>>>

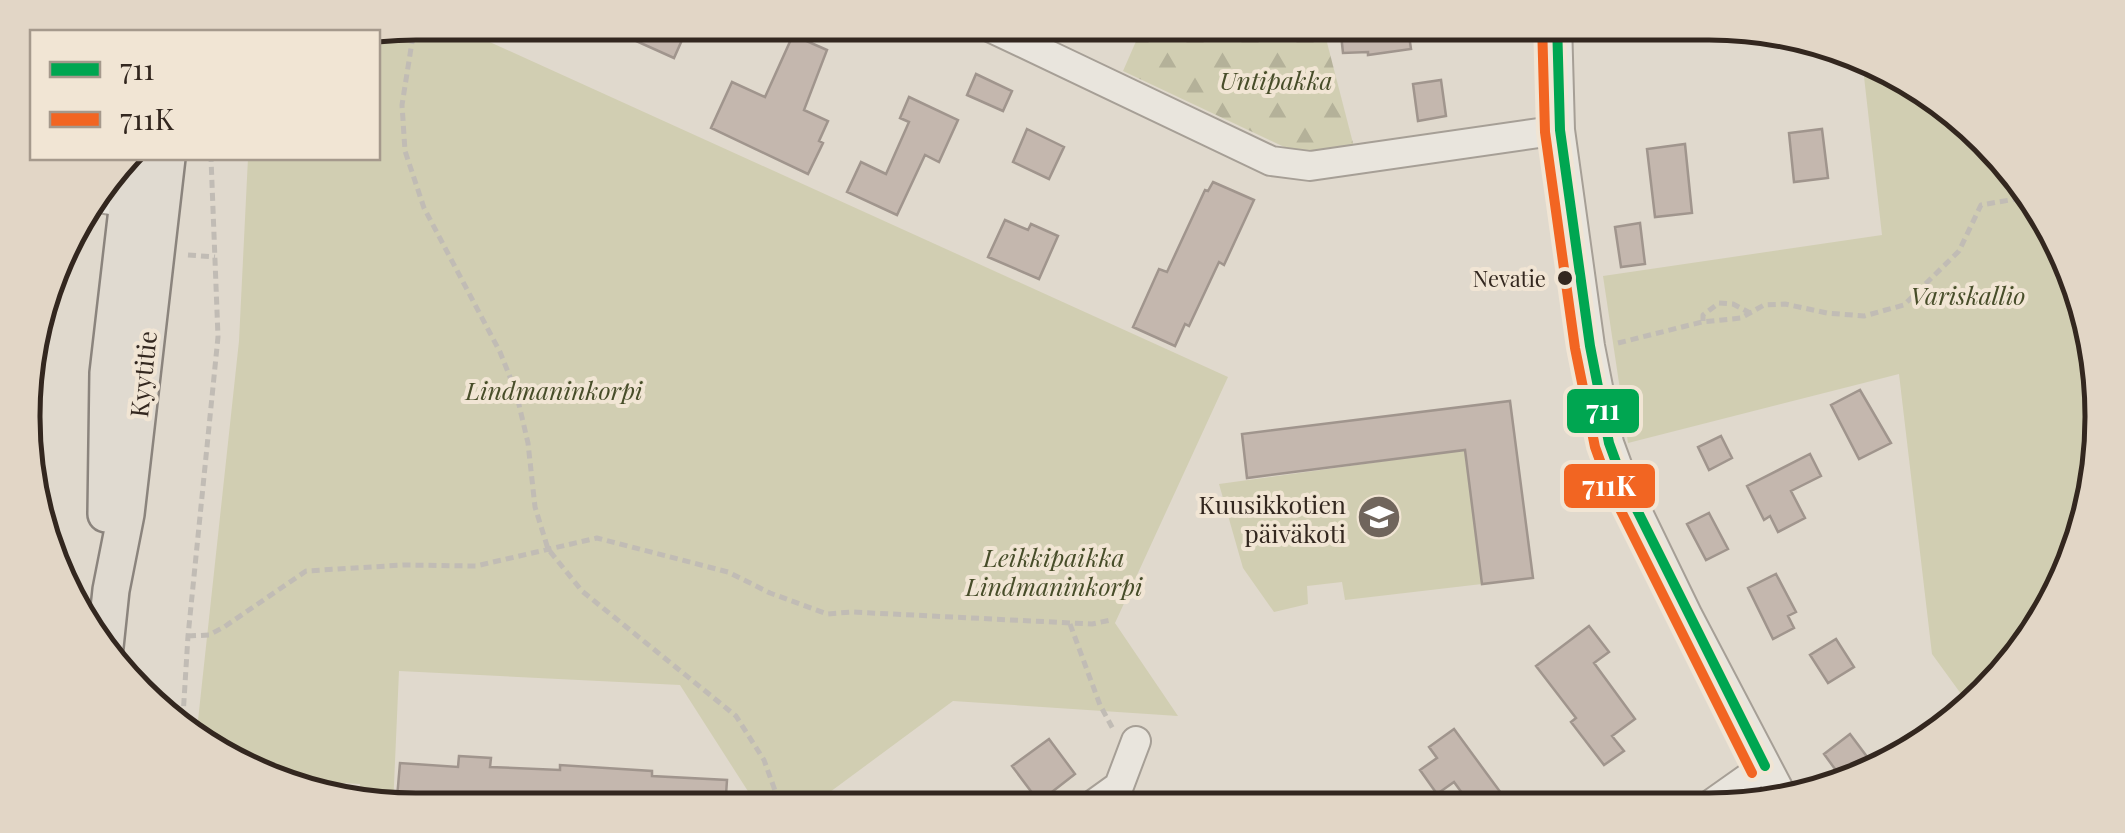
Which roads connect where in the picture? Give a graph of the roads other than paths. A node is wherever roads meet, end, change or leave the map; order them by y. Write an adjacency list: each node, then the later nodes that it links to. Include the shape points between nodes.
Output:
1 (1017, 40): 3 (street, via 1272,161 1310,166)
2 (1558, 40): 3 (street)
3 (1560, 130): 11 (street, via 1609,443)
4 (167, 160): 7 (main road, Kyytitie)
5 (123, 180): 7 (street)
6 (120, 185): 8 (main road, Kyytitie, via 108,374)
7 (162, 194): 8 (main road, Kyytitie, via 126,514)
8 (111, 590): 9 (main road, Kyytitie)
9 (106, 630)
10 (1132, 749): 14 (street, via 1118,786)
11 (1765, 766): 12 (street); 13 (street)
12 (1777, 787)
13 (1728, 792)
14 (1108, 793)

<<<

** Task details **
What you return should match the material line for line, with the images removed.

** Worked solution **
Which roads connect where in the picture? Give a graph of the roads other than paths. A node is wherever roads meet, end, change or leave the map; order them by y. Write an adjacency list: each node, then the later nodes that it links to. Include the shape points between nodes.
Output:
1 (1017, 40): 3 (street, via 1272,161 1310,166)
2 (1558, 40): 3 (street)
3 (1560, 130): 11 (street, via 1609,443)
4 (167, 160): 7 (main road, Kyytitie)
5 (123, 180): 7 (street)
6 (120, 185): 8 (main road, Kyytitie, via 108,374)
7 (162, 194): 8 (main road, Kyytitie, via 126,514)
8 (111, 590): 9 (main road, Kyytitie)
9 (106, 630)
10 (1132, 749): 14 (street, via 1118,786)
11 (1765, 766): 12 (street); 13 (street)
12 (1777, 787)
13 (1728, 792)
14 (1108, 793)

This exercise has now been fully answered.